▸ Problem description
Transcribe every record without leaving anything out or changing a word.

Start of Exercise inputs

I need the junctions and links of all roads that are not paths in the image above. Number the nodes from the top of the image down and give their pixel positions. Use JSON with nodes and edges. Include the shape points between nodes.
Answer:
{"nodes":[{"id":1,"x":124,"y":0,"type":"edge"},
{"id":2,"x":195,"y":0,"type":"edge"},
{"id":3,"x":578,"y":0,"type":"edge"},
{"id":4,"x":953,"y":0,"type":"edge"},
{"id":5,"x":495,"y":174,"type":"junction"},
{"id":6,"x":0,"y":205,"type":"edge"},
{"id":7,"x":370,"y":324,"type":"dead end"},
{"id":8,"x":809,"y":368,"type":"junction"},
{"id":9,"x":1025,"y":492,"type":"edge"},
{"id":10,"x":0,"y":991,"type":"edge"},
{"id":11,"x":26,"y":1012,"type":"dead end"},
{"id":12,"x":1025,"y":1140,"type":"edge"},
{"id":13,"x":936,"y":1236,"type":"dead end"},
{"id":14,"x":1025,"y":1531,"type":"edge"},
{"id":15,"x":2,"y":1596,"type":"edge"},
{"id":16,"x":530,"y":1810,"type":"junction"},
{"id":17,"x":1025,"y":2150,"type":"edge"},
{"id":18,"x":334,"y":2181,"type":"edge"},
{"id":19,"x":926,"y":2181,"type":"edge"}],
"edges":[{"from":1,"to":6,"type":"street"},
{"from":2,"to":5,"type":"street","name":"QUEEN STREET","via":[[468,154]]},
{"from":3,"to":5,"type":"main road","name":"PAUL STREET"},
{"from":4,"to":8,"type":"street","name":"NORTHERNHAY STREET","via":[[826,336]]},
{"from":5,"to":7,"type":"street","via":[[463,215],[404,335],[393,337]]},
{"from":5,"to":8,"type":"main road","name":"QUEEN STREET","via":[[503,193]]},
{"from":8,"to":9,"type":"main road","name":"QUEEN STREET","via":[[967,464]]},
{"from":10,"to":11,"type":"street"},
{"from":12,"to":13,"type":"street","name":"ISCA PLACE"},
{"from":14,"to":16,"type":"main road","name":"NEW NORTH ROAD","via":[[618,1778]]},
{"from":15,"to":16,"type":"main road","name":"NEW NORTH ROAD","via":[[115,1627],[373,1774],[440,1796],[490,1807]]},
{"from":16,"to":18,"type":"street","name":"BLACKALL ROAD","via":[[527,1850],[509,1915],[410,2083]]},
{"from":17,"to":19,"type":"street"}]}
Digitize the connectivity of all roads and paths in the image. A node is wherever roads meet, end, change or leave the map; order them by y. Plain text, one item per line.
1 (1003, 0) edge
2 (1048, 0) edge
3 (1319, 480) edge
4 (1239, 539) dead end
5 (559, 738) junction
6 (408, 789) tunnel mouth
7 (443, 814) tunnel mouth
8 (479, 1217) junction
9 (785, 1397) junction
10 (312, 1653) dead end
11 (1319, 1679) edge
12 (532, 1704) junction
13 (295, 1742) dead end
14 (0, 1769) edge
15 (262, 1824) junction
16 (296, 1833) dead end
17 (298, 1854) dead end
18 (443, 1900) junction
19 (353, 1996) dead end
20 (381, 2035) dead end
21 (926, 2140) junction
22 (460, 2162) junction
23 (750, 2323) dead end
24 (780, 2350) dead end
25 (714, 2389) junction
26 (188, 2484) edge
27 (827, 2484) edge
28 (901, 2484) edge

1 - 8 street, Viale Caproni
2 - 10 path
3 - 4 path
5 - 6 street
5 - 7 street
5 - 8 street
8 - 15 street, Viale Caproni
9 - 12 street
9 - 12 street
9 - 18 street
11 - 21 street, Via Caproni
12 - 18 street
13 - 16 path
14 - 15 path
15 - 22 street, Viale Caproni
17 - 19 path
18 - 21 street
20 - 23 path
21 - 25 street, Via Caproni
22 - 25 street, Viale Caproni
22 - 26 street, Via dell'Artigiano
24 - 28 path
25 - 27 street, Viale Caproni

End of Exercise inputs

▸ Solution
I need the junctions and links of all roads that are not paths in the image above. Number the nodes from the top of the image down and give their pixel positions. Use JSON with nodes and edges. Include the shape points between nodes.
Answer:
{"nodes":[{"id":1,"x":124,"y":0,"type":"edge"},
{"id":2,"x":195,"y":0,"type":"edge"},
{"id":3,"x":578,"y":0,"type":"edge"},
{"id":4,"x":953,"y":0,"type":"edge"},
{"id":5,"x":495,"y":174,"type":"junction"},
{"id":6,"x":0,"y":205,"type":"edge"},
{"id":7,"x":370,"y":324,"type":"dead end"},
{"id":8,"x":809,"y":368,"type":"junction"},
{"id":9,"x":1025,"y":492,"type":"edge"},
{"id":10,"x":0,"y":991,"type":"edge"},
{"id":11,"x":26,"y":1012,"type":"dead end"},
{"id":12,"x":1025,"y":1140,"type":"edge"},
{"id":13,"x":936,"y":1236,"type":"dead end"},
{"id":14,"x":1025,"y":1531,"type":"edge"},
{"id":15,"x":2,"y":1596,"type":"edge"},
{"id":16,"x":530,"y":1810,"type":"junction"},
{"id":17,"x":1025,"y":2150,"type":"edge"},
{"id":18,"x":334,"y":2181,"type":"edge"},
{"id":19,"x":926,"y":2181,"type":"edge"}],
"edges":[{"from":1,"to":6,"type":"street"},
{"from":2,"to":5,"type":"street","name":"QUEEN STREET","via":[[468,154]]},
{"from":3,"to":5,"type":"main road","name":"PAUL STREET"},
{"from":4,"to":8,"type":"street","name":"NORTHERNHAY STREET","via":[[826,336]]},
{"from":5,"to":7,"type":"street","via":[[463,215],[404,335],[393,337]]},
{"from":5,"to":8,"type":"main road","name":"QUEEN STREET","via":[[503,193]]},
{"from":8,"to":9,"type":"main road","name":"QUEEN STREET","via":[[967,464]]},
{"from":10,"to":11,"type":"street"},
{"from":12,"to":13,"type":"street","name":"ISCA PLACE"},
{"from":14,"to":16,"type":"main road","name":"NEW NORTH ROAD","via":[[618,1778]]},
{"from":15,"to":16,"type":"main road","name":"NEW NORTH ROAD","via":[[115,1627],[373,1774],[440,1796],[490,1807]]},
{"from":16,"to":18,"type":"street","name":"BLACKALL ROAD","via":[[527,1850],[509,1915],[410,2083]]},
{"from":17,"to":19,"type":"street"}]}
Digitize the connectivity of all roads and paths in the image. A node is wherever roads meet, end, change or leave the map; order them by y. Plain text, one item per line.
1 (1003, 0) edge
2 (1048, 0) edge
3 (1319, 480) edge
4 (1239, 539) dead end
5 (559, 738) junction
6 (408, 789) tunnel mouth
7 (443, 814) tunnel mouth
8 (479, 1217) junction
9 (785, 1397) junction
10 (312, 1653) dead end
11 (1319, 1679) edge
12 (532, 1704) junction
13 (295, 1742) dead end
14 (0, 1769) edge
15 (262, 1824) junction
16 (296, 1833) dead end
17 (298, 1854) dead end
18 (443, 1900) junction
19 (353, 1996) dead end
20 (381, 2035) dead end
21 (926, 2140) junction
22 (460, 2162) junction
23 (750, 2323) dead end
24 (780, 2350) dead end
25 (714, 2389) junction
26 (188, 2484) edge
27 (827, 2484) edge
28 (901, 2484) edge

1 - 8 street, Viale Caproni
2 - 10 path
3 - 4 path
5 - 6 street
5 - 7 street
5 - 8 street
8 - 15 street, Viale Caproni
9 - 12 street
9 - 12 street
9 - 18 street
11 - 21 street, Via Caproni
12 - 18 street
13 - 16 path
14 - 15 path
15 - 22 street, Viale Caproni
17 - 19 path
18 - 21 street
20 - 23 path
21 - 25 street, Via Caproni
22 - 25 street, Viale Caproni
22 - 26 street, Via dell'Artigiano
24 - 28 path
25 - 27 street, Viale Caproni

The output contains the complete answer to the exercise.